DESCRIPTION OF THE TASK -> Count how many lines in the entries below hold "若松西バイパス". Only the number belongs in the answer.

Records from a collection

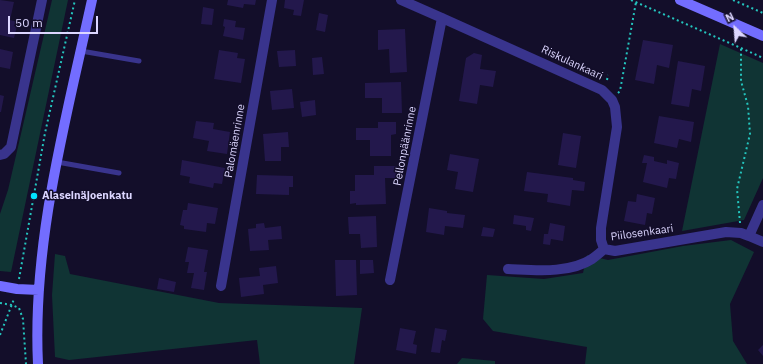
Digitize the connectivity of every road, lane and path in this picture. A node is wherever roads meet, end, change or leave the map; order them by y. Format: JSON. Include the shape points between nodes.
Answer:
{"nodes":[{"id":1,"x":42,"y":0,"type":"edge"},
{"id":2,"x":75,"y":0,"type":"edge"},
{"id":3,"x":92,"y":0,"type":"edge"},
{"id":4,"x":272,"y":0,"type":"edge"},
{"id":5,"x":402,"y":0,"type":"edge"},
{"id":6,"x":631,"y":0,"type":"edge"},
{"id":7,"x":680,"y":0,"type":"edge"},
{"id":8,"x":733,"y":0,"type":"edge"},
{"id":9,"x":636,"y":2,"type":"junction"},
{"id":10,"x":698,"y":4,"type":"edge"},
{"id":11,"x":763,"y":13,"type":"edge"},
{"id":12,"x":442,"y":18,"type":"junction"},
{"id":13,"x":763,"y":36,"type":"edge"},
{"id":14,"x":741,"y":48,"type":"junction"},
{"id":15,"x":81,"y":51,"type":"junction"},
{"id":16,"x":763,"y":58,"type":"edge"},
{"id":17,"x":139,"y":61,"type":"dead end"},
{"id":18,"x":612,"y":100,"type":"junction"},
{"id":19,"x":0,"y":155,"type":"edge"},
{"id":20,"x":57,"y":162,"type":"junction"},
{"id":21,"x":119,"y":173,"type":"dead end"},
{"id":22,"x":763,"y":205,"type":"edge"},
{"id":23,"x":745,"y":234,"type":"junction"},
{"id":24,"x":763,"y":242,"type":"edge"},
{"id":25,"x":604,"y":249,"type":"junction"},
{"id":26,"x":508,"y":269,"type":"dead end"},
{"id":27,"x":390,"y":280,"type":"dead end"},
{"id":28,"x":0,"y":286,"type":"edge"},
{"id":29,"x":221,"y":286,"type":"dead end"},
{"id":30,"x":17,"y":289,"type":"junction"},
{"id":31,"x":39,"y":290,"type":"junction"},
{"id":32,"x":0,"y":302,"type":"edge"},
{"id":33,"x":12,"y":305,"type":"junction"},
{"id":34,"x":0,"y":335,"type":"edge"},
{"id":35,"x":26,"y":364,"type":"edge"},
{"id":36,"x":38,"y":364,"type":"edge"}],
"edges":[{"from":1,"to":19,"type":"street","via":[[11,147]]},
{"from":2,"to":30,"type":"path","via":[[46,133]]},
{"from":3,"to":15,"type":"street"},
{"from":4,"to":29,"type":"street","name":"Palomäenrinne"},
{"from":5,"to":12,"type":"street","name":"Riskulankaari"},
{"from":6,"to":9,"type":"path"},
{"from":7,"to":10,"type":"street"},
{"from":8,"to":11,"type":"path"},
{"from":9,"to":14,"type":"path"},
{"from":9,"to":18,"type":"path","via":[[620,91]]},
{"from":10,"to":13,"type":"street"},
{"from":12,"to":18,"type":"street","name":"Riskulankaari","via":[[602,90]]},
{"from":12,"to":27,"type":"street","name":"Pellonpäänrinne"},
{"from":14,"to":16,"type":"path"},
{"from":14,"to":23,"type":"path","via":[[741,81],[748,106],[750,134],[737,189],[738,211]]},
{"from":15,"to":17,"type":"lane"},
{"from":15,"to":20,"type":"street"},
{"from":18,"to":25,"type":"street","via":[[617,127],[601,228]]},
{"from":20,"to":21,"type":"lane"},
{"from":20,"to":31,"type":"street","via":[[43,246]]},
{"from":22,"to":23,"type":"street"},
{"from":23,"to":24,"type":"street"},
{"from":23,"to":25,"type":"street","name":"Piilosenkaari","via":[[726,232],[615,251]]},
{"from":25,"to":26,"type":"street","name":"Piilosenkaari","via":[[591,260],[570,268],[542,271]]},
{"from":28,"to":30,"type":"street"},
{"from":30,"to":31,"type":"street"},
{"from":30,"to":33,"type":"path"},
{"from":31,"to":36,"type":"street"},
{"from":32,"to":33,"type":"path"},
{"from":33,"to":34,"type":"path"},
{"from":33,"to":35,"type":"path","via":[[19,308],[23,319]]}]}
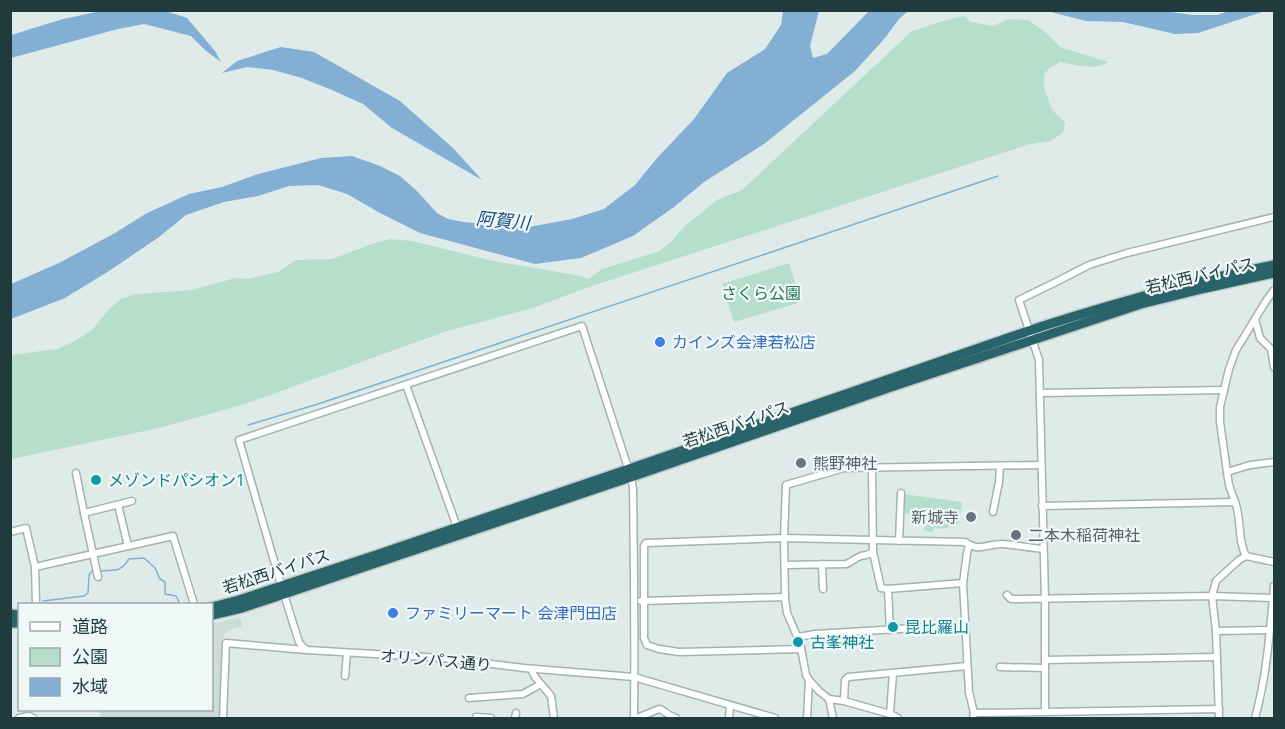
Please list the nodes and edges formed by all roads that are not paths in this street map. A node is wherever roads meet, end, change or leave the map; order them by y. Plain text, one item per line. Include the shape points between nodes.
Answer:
1 (1275, 218) edge
2 (1275, 265) edge
3 (1275, 273) edge
4 (1275, 290) edge
5 (1255, 319) junction
6 (1030, 336) junction
7 (1273, 348) edge
8 (1275, 367) edge
9 (406, 385) junction
10 (1224, 390) junction
11 (1040, 393) junction
12 (1275, 462) edge
13 (1041, 465) junction
14 (1000, 466) junction
15 (872, 468) junction
16 (76, 472) dead end
17 (1227, 472) junction
18 (630, 473) junction
19 (902, 493) dead end
20 (132, 501) dead end
21 (1235, 502) junction
22 (118, 505) junction
23 (1042, 506) junction
24 (993, 512) dead end
25 (84, 513) junction
26 (457, 527) junction
27 (10, 532) edge
28 (784, 538) junction
29 (873, 540) junction
30 (899, 540) junction
31 (969, 545) junction
32 (128, 546) junction
33 (1043, 549) junction
34 (873, 552) junction
35 (93, 553) junction
36 (1246, 556) junction
37 (1275, 562) edge
38 (822, 564) junction
39 (785, 565) junction
40 (35, 567) junction
41 (97, 573) dead end
42 (963, 583) junction
43 (1275, 586) edge
44 (823, 589) dead end
45 (888, 589) junction
46 (283, 590) junction
47 (1007, 595) dead end
48 (1212, 596) junction
49 (785, 597) junction
50 (1273, 598) edge
51 (1045, 599) junction
52 (645, 601) junction
53 (635, 602) junction
54 (36, 603) edge
55 (194, 603) edge
56 (213, 607) edge
57 (213, 615) edge
58 (965, 625) junction
59 (890, 630) junction
60 (1270, 630) junction
61 (1216, 631) junction
62 (798, 637) junction
63 (801, 649) junction
64 (307, 650) junction
65 (347, 653) junction
66 (1216, 657) junction
67 (1045, 660) junction
68 (967, 666) junction
69 (1000, 667) dead end
70 (1045, 668) junction
71 (531, 669) junction
72 (892, 673) junction
73 (345, 676) dead end
74 (634, 677) junction
75 (809, 680) junction
76 (541, 684) junction
77 (469, 698) dead end
78 (829, 699) junction
79 (844, 701) junction
80 (730, 705) junction
81 (1219, 709) junction
82 (1045, 712) junction
83 (890, 714) junction
84 (974, 716) edge
85 (476, 717) dead end
86 (19, 718) edge
87 (33, 718) edge
88 (224, 718) edge
89 (491, 718) edge
90 (554, 718) edge
91 (635, 718) edge
92 (676, 718) edge
93 (729, 718) edge
94 (775, 718) edge
95 (807, 718) edge
96 (832, 718) edge
97 (898, 718) edge
98 (1219, 718) edge
99 (1255, 718) edge

1 - 6 street via 1089,265 1019,300
2 - 6 highway, 若松西バイパス via 1106,306
3 - 6 highway, 若松西バイパス via 1141,304
4 - 5 street
5 - 7 street via 1260,338
5 - 10 street via 1236,350
6 - 11 street via 1039,360
6 - 18 highway, 若松西バイパス via 762,431
7 - 8 street
9 - 18 street via 582,327
9 - 26 street
9 - 46 street via 239,440
10 - 11 street
10 - 17 street via 1220,422
11 - 13 street
12 - 17 street
13 - 14 street
13 - 23 street
14 - 15 street
14 - 24 street
15 - 28 street via 844,468 786,485
15 - 29 street
16 - 25 street
17 - 21 street
18 - 26 highway, 若松西バイパス
18 - 46 highway, 若松西バイパス
18 - 53 street
19 - 30 street
20 - 22 street
21 - 23 street
21 - 36 street
22 - 25 street
22 - 32 street
23 - 33 street
25 - 35 street
26 - 46 highway, 若松西バイパス
27 - 40 street via 26,528
28 - 29 street
28 - 39 street
28 - 52 street via 646,543
29 - 30 street
29 - 34 street
30 - 31 street
31 - 33 street
31 - 42 street
32 - 35 street
32 - 55 street via 173,536
33 - 51 street
34 - 38 street via 852,562
34 - 45 street via 881,588
35 - 40 street
35 - 41 street
36 - 37 street
36 - 48 street via 1216,581
38 - 39 street
38 - 44 street
39 - 49 street
40 - 54 street
42 - 45 street
42 - 58 street
43 - 50 street
45 - 59 street
46 - 56 highway, 若松西バイパス
46 - 57 highway, 若松西バイパス via 242,608
46 - 64 street via 299,642
47 - 51 street via 1011,599
48 - 50 street
48 - 51 street
48 - 61 street
49 - 52 street
49 - 62 street via 787,613
50 - 60 street
51 - 67 street
52 - 53 street
52 - 63 street via 644,638 647,645 659,649
53 - 74 street
58 - 59 street
58 - 68 street
59 - 62 street
60 - 61 street
60 - 99 street
61 - 66 street
62 - 63 street
63 - 75 street
64 - 65 street, オリンパス通り
64 - 88 street, オリンパス通り via 226,643
65 - 71 street, オリンパス通り via 442,658
65 - 73 street
66 - 67 street
66 - 81 street
67 - 70 street
68 - 72 street
68 - 84 street
69 - 70 street
70 - 82 street
71 - 74 street, オリンパス通り
71 - 76 street
72 - 79 street via 848,677
72 - 83 street
74 - 80 street, オリンパス通り
74 - 91 street
75 - 78 street
75 - 95 street
76 - 77 street via 523,694
76 - 90 street via 551,696
78 - 79 street
78 - 96 street
79 - 83 street
80 - 93 street
80 - 94 street, オリンパス通り
81 - 82 street
81 - 98 street
82 - 84 street
83 - 97 street
85 - 89 street
86 - 87 street
91 - 92 street via 659,709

RESULT OF THIS TASK -> 8